What you have to do :: When the word "lane" shows up in a line of the data below, copy that whole line.

Dataset extract ::
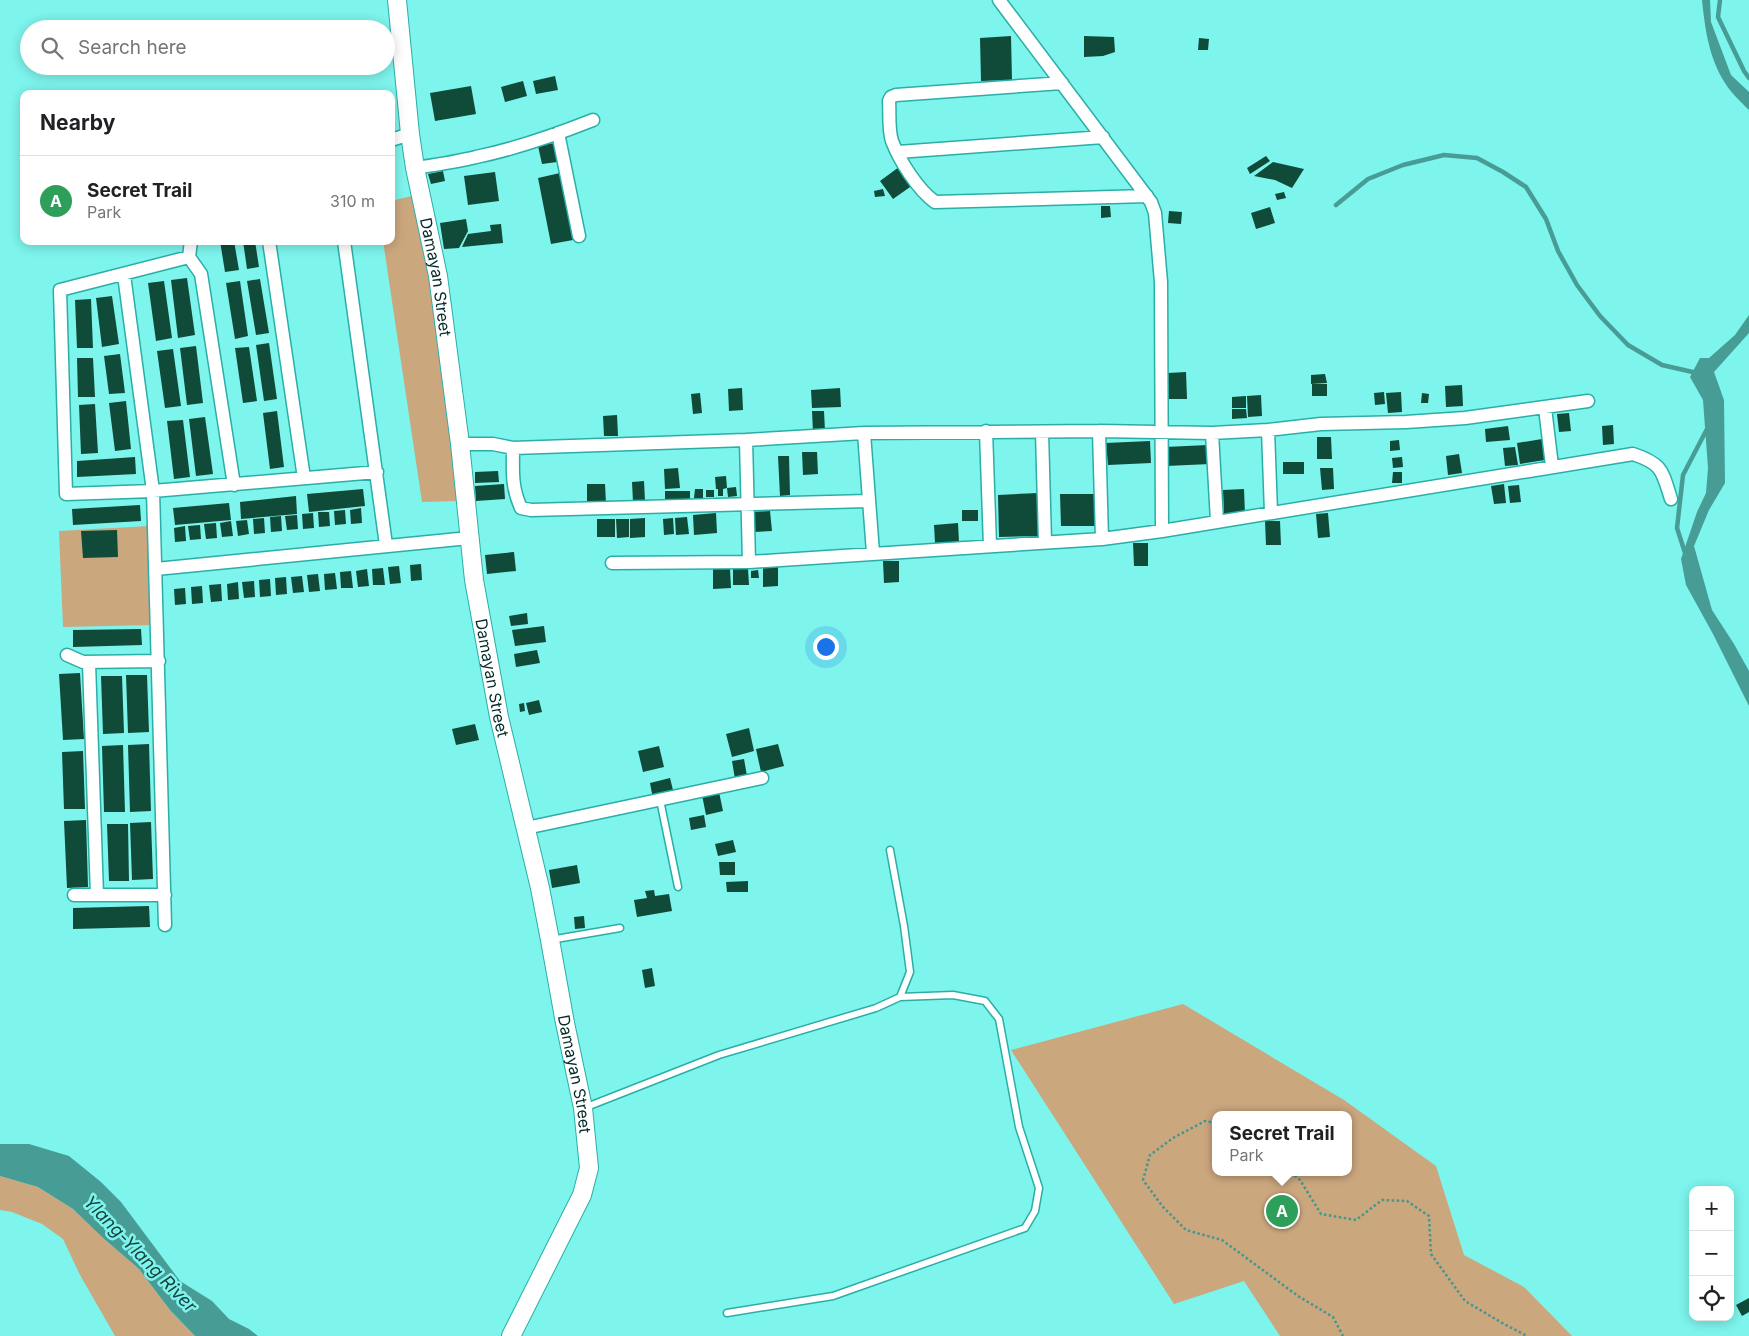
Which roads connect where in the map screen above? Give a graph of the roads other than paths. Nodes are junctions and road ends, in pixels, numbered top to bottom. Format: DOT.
graph roads {
  1 [pos="397,0"];
  2 [pos="999,0"];
  3 [pos="1062,83"];
  4 [pos="593,120"];
  5 [pos="410,134"];
  6 [pos="558,134"];
  7 [pos="1103,137"];
  8 [pos="395,139"];
  9 [pos="898,152"];
  10 [pos="415,168"];
  11 [pos="1146,196"];
  12 [pos="579,236"];
  13 [pos="191,245"];
  14 [pos="270,245"];
  15 [pos="345,245"];
  16 [pos="189,258"];
  17 [pos="124,275"];
  18 [pos="1588,401"];
  19 [pos="1545,408"];
  20 [pos="1268,430"];
  21 [pos="986,431"];
  22 [pos="1099,431"];
  23 [pos="1042,432"];
  24 [pos="1162,432"];
  25 [pos="864,433"];
  26 [pos="1212,433"];
  27 [pos="746,440"];
  28 [pos="460,444"];
  29 [pos="513,448"];
  30 [pos="1552,466"];
  31 [pos="377,472"];
  32 [pos="304,478"];
  33 [pos="234,485"];
  34 [pos="153,491"];
  35 [pos="1671,499"];
  36 [pos="869,501"];
  37 [pos="746,505"];
  38 [pos="1271,512"];
  39 [pos="1217,521"];
  40 [pos="1162,531"];
  41 [pos="469,538"];
  42 [pos="1102,539"];
  43 [pos="1045,542"];
  44 [pos="386,545"];
  45 [pos="990,546"];
  46 [pos="873,553"];
  47 [pos="749,562"];
  48 [pos="612,563"];
  49 [pos="156,569"];
  50 [pos="67,655"];
  51 [pos="159,661"];
  52 [pos="89,663"];
  53 [pos="762,778"];
  54 [pos="660,800"];
  55 [pos="526,828"];
  56 [pos="890,850"];
  57 [pos="678,888"];
  58 [pos="74,895"];
  59 [pos="97,895"];
  60 [pos="165,895"];
  61 [pos="165,925"];
  62 [pos="620,928"];
  63 [pos="550,940"];
  64 [pos="900,997"];
  65 [pos="583,1108"];
  66 [pos="727,1313"];
  67 [pos="511,1336"];
  1 -- 5 [label="street, Damayan Street"];
  2 -- 3 [label="street"];
  3 -- 7 [label="street"];
  3 -- 9 [label="street"];
  4 -- 6 [label="street"];
  5 -- 8 [label="street"];
  5 -- 10 [label="street, Damayan Street"];
  6 -- 10 [label="street"];
  6 -- 12 [label="street"];
  7 -- 9 [label="street"];
  7 -- 11 [label="street"];
  9 -- 11 [label="street"];
  10 -- 28 [label="street, Damayan Street"];
  11 -- 24 [label="street"];
  13 -- 16 [label="street"];
  14 -- 32 [label="street"];
  15 -- 31 [label="street"];
  16 -- 17 [label="street"];
  16 -- 33 [label="street"];
  17 -- 34 [label="street"];
  17 -- 34 [label="street"];
  18 -- 19 [label="street"];
  19 -- 20 [label="street"];
  19 -- 30 [label="street"];
  20 -- 26 [label="street"];
  20 -- 38 [label="street"];
  21 -- 23 [label="street"];
  21 -- 25 [label="street"];
  21 -- 45 [label="street"];
  22 -- 23 [label="street"];
  22 -- 24 [label="street"];
  22 -- 42 [label="street"];
  23 -- 43 [label="street"];
  24 -- 26 [label="street"];
  24 -- 40 [label="street"];
  25 -- 27 [label="street"];
  25 -- 36 [label="street"];
  26 -- 39 [label="street"];
  27 -- 29 [label="street"];
  27 -- 37 [label="street"];
  28 -- 29 [label="street"];
  28 -- 41 [label="street, Damayan Street"];
  29 -- 37 [label="street"];
  30 -- 35 [label="street"];
  30 -- 38 [label="street"];
  31 -- 32 [label="street"];
  31 -- 44 [label="street"];
  32 -- 33 [label="street"];
  33 -- 34 [label="street"];
  34 -- 49 [label="street"];
  36 -- 37 [label="street"];
  36 -- 46 [label="street"];
  37 -- 47 [label="street"];
  38 -- 39 [label="street"];
  39 -- 40 [label="street"];
  40 -- 42 [label="street"];
  41 -- 44 [label="street"];
  41 -- 55 [label="street, Damayan Street"];
  42 -- 43 [label="street"];
  43 -- 45 [label="street"];
  44 -- 49 [label="street"];
  45 -- 46 [label="street"];
  46 -- 47 [label="street"];
  47 -- 48 [label="street"];
  49 -- 51 [label="street"];
  50 -- 52 [label="street"];
  51 -- 52 [label="street"];
  51 -- 60 [label="street"];
  52 -- 59 [label="street"];
  53 -- 54 [label="street"];
  54 -- 55 [label="street"];
  54 -- 57 [label="lane"];
  55 -- 63 [label="street, Damayan Street"];
  56 -- 64 [label="lane"];
  58 -- 59 [label="street"];
  59 -- 60 [label="street"];
  60 -- 61 [label="street"];
  62 -- 63 [label="lane"];
  63 -- 65 [label="street, Damayan Street"];
  64 -- 65 [label="lane"];
  64 -- 66 [label="lane"];
  65 -- 67 [label="street, Damayan Street"];
}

Reply ::
  54 -- 57 [label="lane"];
  56 -- 64 [label="lane"];
  62 -- 63 [label="lane"];
  64 -- 65 [label="lane"];
  64 -- 66 [label="lane"];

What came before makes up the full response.